## What to work on
Take the listing below and output it exactly, with no images.

## Data supplied
=== Begin Enclosure ===

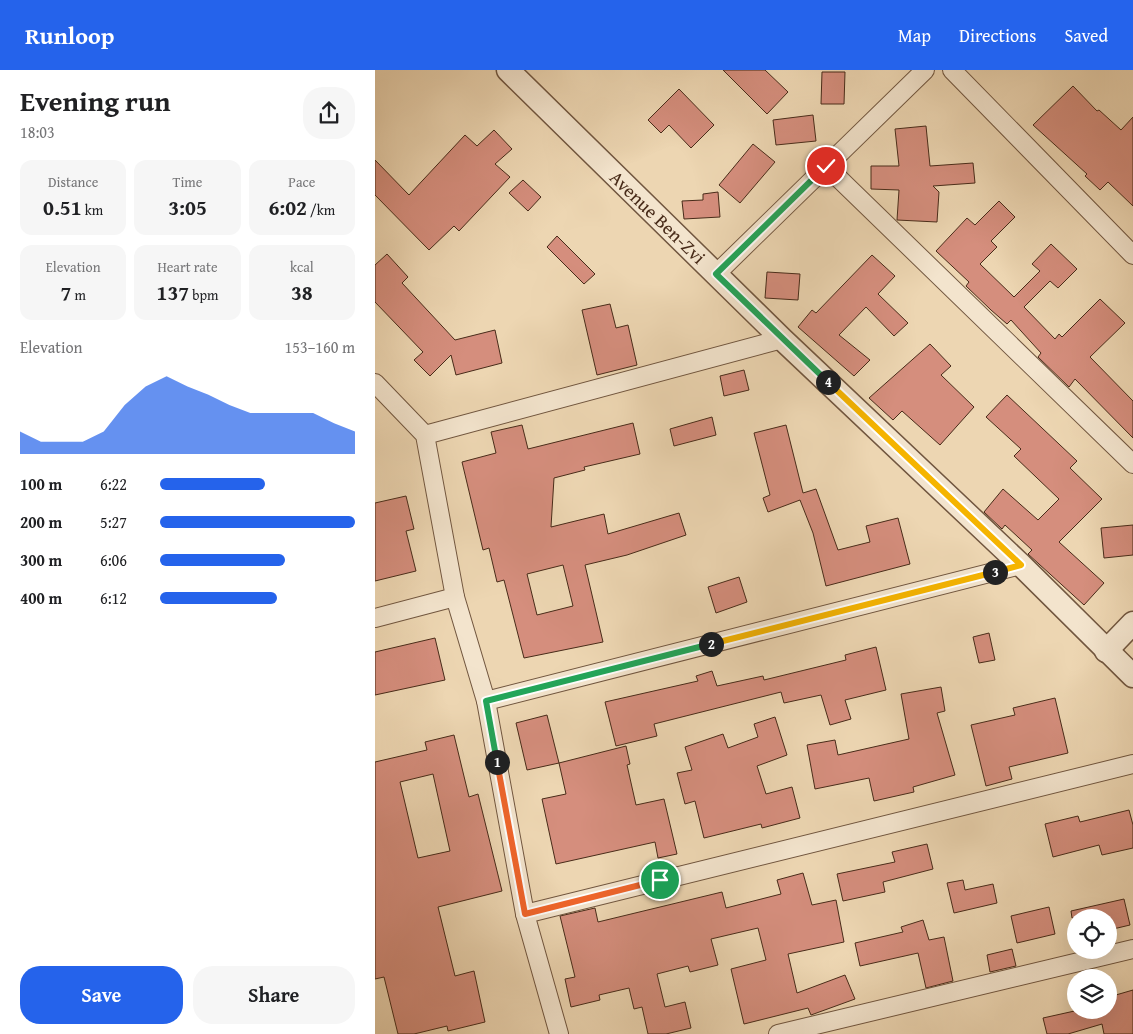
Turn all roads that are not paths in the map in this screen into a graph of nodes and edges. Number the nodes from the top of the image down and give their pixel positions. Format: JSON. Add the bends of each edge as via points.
{"nodes":[{"id":1,"x":507,"y":70,"type":"edge"},
{"id":2,"x":925,"y":70,"type":"edge"},
{"id":3,"x":952,"y":70,"type":"edge"},
{"id":4,"x":826,"y":166,"type":"junction"},
{"id":5,"x":1133,"y":255,"type":"edge"},
{"id":6,"x":716,"y":274,"type":"junction"},
{"id":7,"x":782,"y":339,"type":"junction"},
{"id":8,"x":375,"y":383,"type":"edge"},
{"id":9,"x":425,"y":435,"type":"junction"},
{"id":10,"x":1133,"y":464,"type":"edge"},
{"id":11,"x":1021,"y":565,"type":"junction"},
{"id":12,"x":455,"y":597,"type":"junction"},
{"id":13,"x":375,"y":618,"type":"edge"},
{"id":14,"x":1133,"y":623,"type":"edge"},
{"id":15,"x":1106,"y":651,"type":"junction"},
{"id":16,"x":1133,"y":676,"type":"edge"},
{"id":17,"x":486,"y":701,"type":"junction"},
{"id":18,"x":1133,"y":764,"type":"edge"},
{"id":19,"x":525,"y":914,"type":"junction"},
{"id":20,"x":1133,"y":949,"type":"edge"},
{"id":21,"x":559,"y":1034,"type":"edge"},
{"id":22,"x":778,"y":1034,"type":"edge"}],
"edges":[{"from":1,"to":6,"type":"street","name":"Avenue Ben-Zvi"},
{"from":2,"to":4,"type":"street"},
{"from":3,"to":5,"type":"street"},
{"from":4,"to":6,"type":"street"},
{"from":4,"to":10,"type":"street"},
{"from":6,"to":7,"type":"street","name":"Avenue Ben-Zvi"},
{"from":7,"to":9,"type":"street"},
{"from":7,"to":11,"type":"street","name":"Avenue Ben-Zvi"},
{"from":8,"to":9,"type":"street"},
{"from":9,"to":12,"type":"street"},
{"from":11,"to":15,"type":"street","name":"Avenue Ben-Zvi"},
{"from":11,"to":17,"type":"street"},
{"from":12,"to":13,"type":"street"},
{"from":12,"to":17,"type":"street"},
{"from":14,"to":15,"type":"street"},
{"from":15,"to":16,"type":"street","name":"Avenue Ben-Zvi"},
{"from":17,"to":19,"type":"street"},
{"from":18,"to":19,"type":"street"},
{"from":19,"to":21,"type":"street"},
{"from":20,"to":22,"type":"street"}]}
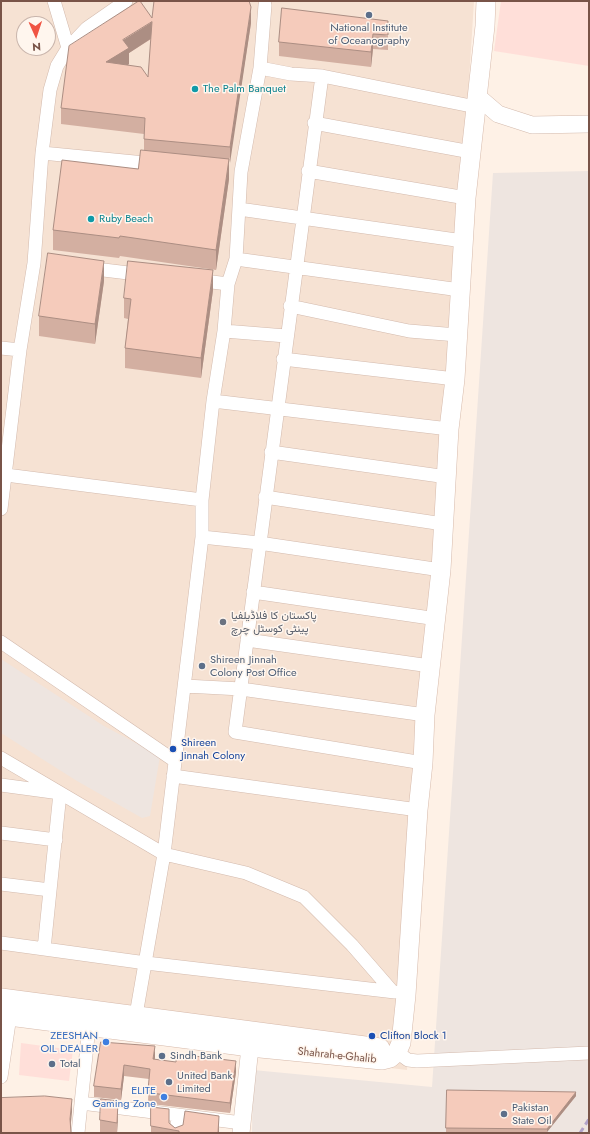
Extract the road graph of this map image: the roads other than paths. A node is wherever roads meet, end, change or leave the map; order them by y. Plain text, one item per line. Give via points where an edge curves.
1 (54, 1) edge
2 (125, 1) edge
3 (486, 1) edge
4 (264, 5) dead end
5 (68, 48) junction
6 (260, 68) junction
7 (322, 76) junction
8 (476, 101) junction
9 (314, 123) junction
10 (589, 124) edge
11 (471, 152) junction
12 (42, 153) junction
13 (164, 165) edge
14 (226, 171) edge
15 (308, 171) junction
16 (241, 172) junction
17 (466, 198) junction
18 (239, 209) junction
19 (302, 218) junction
20 (463, 241) junction
21 (236, 258) junction
22 (34, 263) junction
23 (49, 264) edge
24 (72, 267) edge
25 (295, 267) junction
26 (158, 276) edge
27 (181, 279) edge
28 (228, 284) junction
29 (460, 290) junction
30 (290, 306) junction
31 (224, 330) junction
32 (457, 335) junction
33 (286, 336) junction
34 (1, 348) edge
35 (20, 350) junction
36 (284, 359) junction
37 (455, 379) junction
38 (212, 401) junction
39 (277, 408) junction
40 (449, 429) junction
41 (271, 452) junction
42 (5, 466) edge
43 (447, 477) junction
44 (265, 497) junction
45 (202, 500) junction
46 (1, 509) edge
47 (443, 524) junction
48 (202, 537) junction
49 (259, 543) junction
50 (441, 570) junction
51 (253, 592) junction
52 (437, 619) junction
53 (247, 640) junction
54 (1, 642) edge
55 (430, 666) junction
56 (185, 686) junction
57 (240, 689) junction
58 (425, 714) junction
59 (1, 758) edge
60 (175, 761) junction
61 (424, 763) junction
62 (173, 776) junction
63 (1, 785) edge
64 (60, 793) junction
65 (418, 810) junction
66 (1, 833) edge
67 (56, 840) junction
68 (164, 854) junction
69 (1, 884) edge
70 (50, 890) junction
71 (1, 943) edge
72 (44, 949) junction
73 (146, 963) junction
74 (399, 993) junction
75 (1, 998) edge
76 (136, 1015) junction
77 (6, 1016) edge
78 (89, 1026) junction
79 (250, 1047) junction
80 (396, 1053) junction
81 (589, 1053) edge
82 (1, 1077) edge
83 (81, 1103) junction
84 (178, 1115) junction
85 (241, 1128) edge
86 (78, 1133) edge
87 (176, 1133) edge

1 - 5 street
2 - 5 street via 88,28
3 - 8 main road via 486,26
4 - 6 street
5 - 12 street via 57,66 50,90
6 - 7 street
6 - 16 street
7 - 8 street
7 - 9 street
8 - 10 street via 498,114 532,125
8 - 11 main road
9 - 11 street
9 - 15 street
11 - 17 main road
12 - 13 street
12 - 22 street
14 - 16 street
15 - 17 street
15 - 19 street
16 - 18 street
17 - 20 main road
18 - 19 street
18 - 21 street
19 - 20 street
19 - 25 street
20 - 29 main road
21 - 25 street
21 - 28 street
22 - 23 street
22 - 35 street
24 - 26 street
25 - 29 street
25 - 30 street
27 - 28 street
28 - 31 street
29 - 32 main road
30 - 32 street via 409,332
30 - 33 street
31 - 33 street
31 - 38 street
32 - 37 main road
33 - 36 street
34 - 35 street
35 - 42 street
36 - 37 street
36 - 39 street
37 - 40 main road
38 - 39 street
38 - 45 street
39 - 40 street
39 - 41 street
40 - 43 main road
41 - 43 street
41 - 44 street
42 - 45 street
42 - 46 street
43 - 47 main road
44 - 47 street
44 - 49 street
45 - 48 street
47 - 50 main road
48 - 49 street
48 - 56 street
49 - 50 street
49 - 51 street
50 - 52 main road
51 - 52 street
51 - 53 street
52 - 55 main road
53 - 55 street
53 - 57 street
54 - 60 street
55 - 58 main road
56 - 57 street
56 - 60 street
57 - 58 street
57 - 61 street via 235,732
58 - 61 main road
59 - 64 street
60 - 62 street
61 - 65 main road
62 - 65 street
62 - 68 street
63 - 64 street
64 - 67 street
64 - 68 street
65 - 74 main road
66 - 67 street
67 - 70 street
68 - 73 street
68 - 74 street via 246,874 304,897
69 - 70 street
70 - 72 street
71 - 72 street
72 - 73 street
73 - 74 street
73 - 76 street
74 - 80 main road via 401,1043
75 - 76 main road, Shahrah-e-Ghalib
76 - 80 main road, Shahrah-e-Ghalib via 372,1047
77 - 78 main road, Shahrah-e-Ghalib
77 - 82 street
78 - 79 main road, Shahrah-e-Ghalib
78 - 83 street
79 - 80 main road, Shahrah-e-Ghalib via 382,1060
79 - 85 street
80 - 81 street via 408,1060 417,1061
83 - 84 street
83 - 86 street
84 - 85 street
84 - 87 street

=== End Enclosure ===

## Finished task
Turn all roads that are not paths in the map in this screen into a graph of nodes and edges. Number the nodes from the top of the image down and give their pixel positions. Format: JSON. Add the bends of each edge as via points.
{"nodes":[{"id":1,"x":507,"y":70,"type":"edge"},
{"id":2,"x":925,"y":70,"type":"edge"},
{"id":3,"x":952,"y":70,"type":"edge"},
{"id":4,"x":826,"y":166,"type":"junction"},
{"id":5,"x":1133,"y":255,"type":"edge"},
{"id":6,"x":716,"y":274,"type":"junction"},
{"id":7,"x":782,"y":339,"type":"junction"},
{"id":8,"x":375,"y":383,"type":"edge"},
{"id":9,"x":425,"y":435,"type":"junction"},
{"id":10,"x":1133,"y":464,"type":"edge"},
{"id":11,"x":1021,"y":565,"type":"junction"},
{"id":12,"x":455,"y":597,"type":"junction"},
{"id":13,"x":375,"y":618,"type":"edge"},
{"id":14,"x":1133,"y":623,"type":"edge"},
{"id":15,"x":1106,"y":651,"type":"junction"},
{"id":16,"x":1133,"y":676,"type":"edge"},
{"id":17,"x":486,"y":701,"type":"junction"},
{"id":18,"x":1133,"y":764,"type":"edge"},
{"id":19,"x":525,"y":914,"type":"junction"},
{"id":20,"x":1133,"y":949,"type":"edge"},
{"id":21,"x":559,"y":1034,"type":"edge"},
{"id":22,"x":778,"y":1034,"type":"edge"}],
"edges":[{"from":1,"to":6,"type":"street","name":"Avenue Ben-Zvi"},
{"from":2,"to":4,"type":"street"},
{"from":3,"to":5,"type":"street"},
{"from":4,"to":6,"type":"street"},
{"from":4,"to":10,"type":"street"},
{"from":6,"to":7,"type":"street","name":"Avenue Ben-Zvi"},
{"from":7,"to":9,"type":"street"},
{"from":7,"to":11,"type":"street","name":"Avenue Ben-Zvi"},
{"from":8,"to":9,"type":"street"},
{"from":9,"to":12,"type":"street"},
{"from":11,"to":15,"type":"street","name":"Avenue Ben-Zvi"},
{"from":11,"to":17,"type":"street"},
{"from":12,"to":13,"type":"street"},
{"from":12,"to":17,"type":"street"},
{"from":14,"to":15,"type":"street"},
{"from":15,"to":16,"type":"street","name":"Avenue Ben-Zvi"},
{"from":17,"to":19,"type":"street"},
{"from":18,"to":19,"type":"street"},
{"from":19,"to":21,"type":"street"},
{"from":20,"to":22,"type":"street"}]}
Extract the road graph of this map image: the roads other than paths. A node is wherever roads meet, end, change or leave the map; order them by y. Plain text, one item per line. Give via points where an edge curves.
1 (54, 1) edge
2 (125, 1) edge
3 (486, 1) edge
4 (264, 5) dead end
5 (68, 48) junction
6 (260, 68) junction
7 (322, 76) junction
8 (476, 101) junction
9 (314, 123) junction
10 (589, 124) edge
11 (471, 152) junction
12 (42, 153) junction
13 (164, 165) edge
14 (226, 171) edge
15 (308, 171) junction
16 (241, 172) junction
17 (466, 198) junction
18 (239, 209) junction
19 (302, 218) junction
20 (463, 241) junction
21 (236, 258) junction
22 (34, 263) junction
23 (49, 264) edge
24 (72, 267) edge
25 (295, 267) junction
26 (158, 276) edge
27 (181, 279) edge
28 (228, 284) junction
29 (460, 290) junction
30 (290, 306) junction
31 (224, 330) junction
32 (457, 335) junction
33 (286, 336) junction
34 (1, 348) edge
35 (20, 350) junction
36 (284, 359) junction
37 (455, 379) junction
38 (212, 401) junction
39 (277, 408) junction
40 (449, 429) junction
41 (271, 452) junction
42 (5, 466) edge
43 (447, 477) junction
44 (265, 497) junction
45 (202, 500) junction
46 (1, 509) edge
47 (443, 524) junction
48 (202, 537) junction
49 (259, 543) junction
50 (441, 570) junction
51 (253, 592) junction
52 (437, 619) junction
53 (247, 640) junction
54 (1, 642) edge
55 (430, 666) junction
56 (185, 686) junction
57 (240, 689) junction
58 (425, 714) junction
59 (1, 758) edge
60 (175, 761) junction
61 (424, 763) junction
62 (173, 776) junction
63 (1, 785) edge
64 (60, 793) junction
65 (418, 810) junction
66 (1, 833) edge
67 (56, 840) junction
68 (164, 854) junction
69 (1, 884) edge
70 (50, 890) junction
71 (1, 943) edge
72 (44, 949) junction
73 (146, 963) junction
74 (399, 993) junction
75 (1, 998) edge
76 (136, 1015) junction
77 (6, 1016) edge
78 (89, 1026) junction
79 (250, 1047) junction
80 (396, 1053) junction
81 (589, 1053) edge
82 (1, 1077) edge
83 (81, 1103) junction
84 (178, 1115) junction
85 (241, 1128) edge
86 (78, 1133) edge
87 (176, 1133) edge

1 - 5 street
2 - 5 street via 88,28
3 - 8 main road via 486,26
4 - 6 street
5 - 12 street via 57,66 50,90
6 - 7 street
6 - 16 street
7 - 8 street
7 - 9 street
8 - 10 street via 498,114 532,125
8 - 11 main road
9 - 11 street
9 - 15 street
11 - 17 main road
12 - 13 street
12 - 22 street
14 - 16 street
15 - 17 street
15 - 19 street
16 - 18 street
17 - 20 main road
18 - 19 street
18 - 21 street
19 - 20 street
19 - 25 street
20 - 29 main road
21 - 25 street
21 - 28 street
22 - 23 street
22 - 35 street
24 - 26 street
25 - 29 street
25 - 30 street
27 - 28 street
28 - 31 street
29 - 32 main road
30 - 32 street via 409,332
30 - 33 street
31 - 33 street
31 - 38 street
32 - 37 main road
33 - 36 street
34 - 35 street
35 - 42 street
36 - 37 street
36 - 39 street
37 - 40 main road
38 - 39 street
38 - 45 street
39 - 40 street
39 - 41 street
40 - 43 main road
41 - 43 street
41 - 44 street
42 - 45 street
42 - 46 street
43 - 47 main road
44 - 47 street
44 - 49 street
45 - 48 street
47 - 50 main road
48 - 49 street
48 - 56 street
49 - 50 street
49 - 51 street
50 - 52 main road
51 - 52 street
51 - 53 street
52 - 55 main road
53 - 55 street
53 - 57 street
54 - 60 street
55 - 58 main road
56 - 57 street
56 - 60 street
57 - 58 street
57 - 61 street via 235,732
58 - 61 main road
59 - 64 street
60 - 62 street
61 - 65 main road
62 - 65 street
62 - 68 street
63 - 64 street
64 - 67 street
64 - 68 street
65 - 74 main road
66 - 67 street
67 - 70 street
68 - 73 street
68 - 74 street via 246,874 304,897
69 - 70 street
70 - 72 street
71 - 72 street
72 - 73 street
73 - 74 street
73 - 76 street
74 - 80 main road via 401,1043
75 - 76 main road, Shahrah-e-Ghalib
76 - 80 main road, Shahrah-e-Ghalib via 372,1047
77 - 78 main road, Shahrah-e-Ghalib
77 - 82 street
78 - 79 main road, Shahrah-e-Ghalib
78 - 83 street
79 - 80 main road, Shahrah-e-Ghalib via 382,1060
79 - 85 street
80 - 81 street via 408,1060 417,1061
83 - 84 street
83 - 86 street
84 - 85 street
84 - 87 street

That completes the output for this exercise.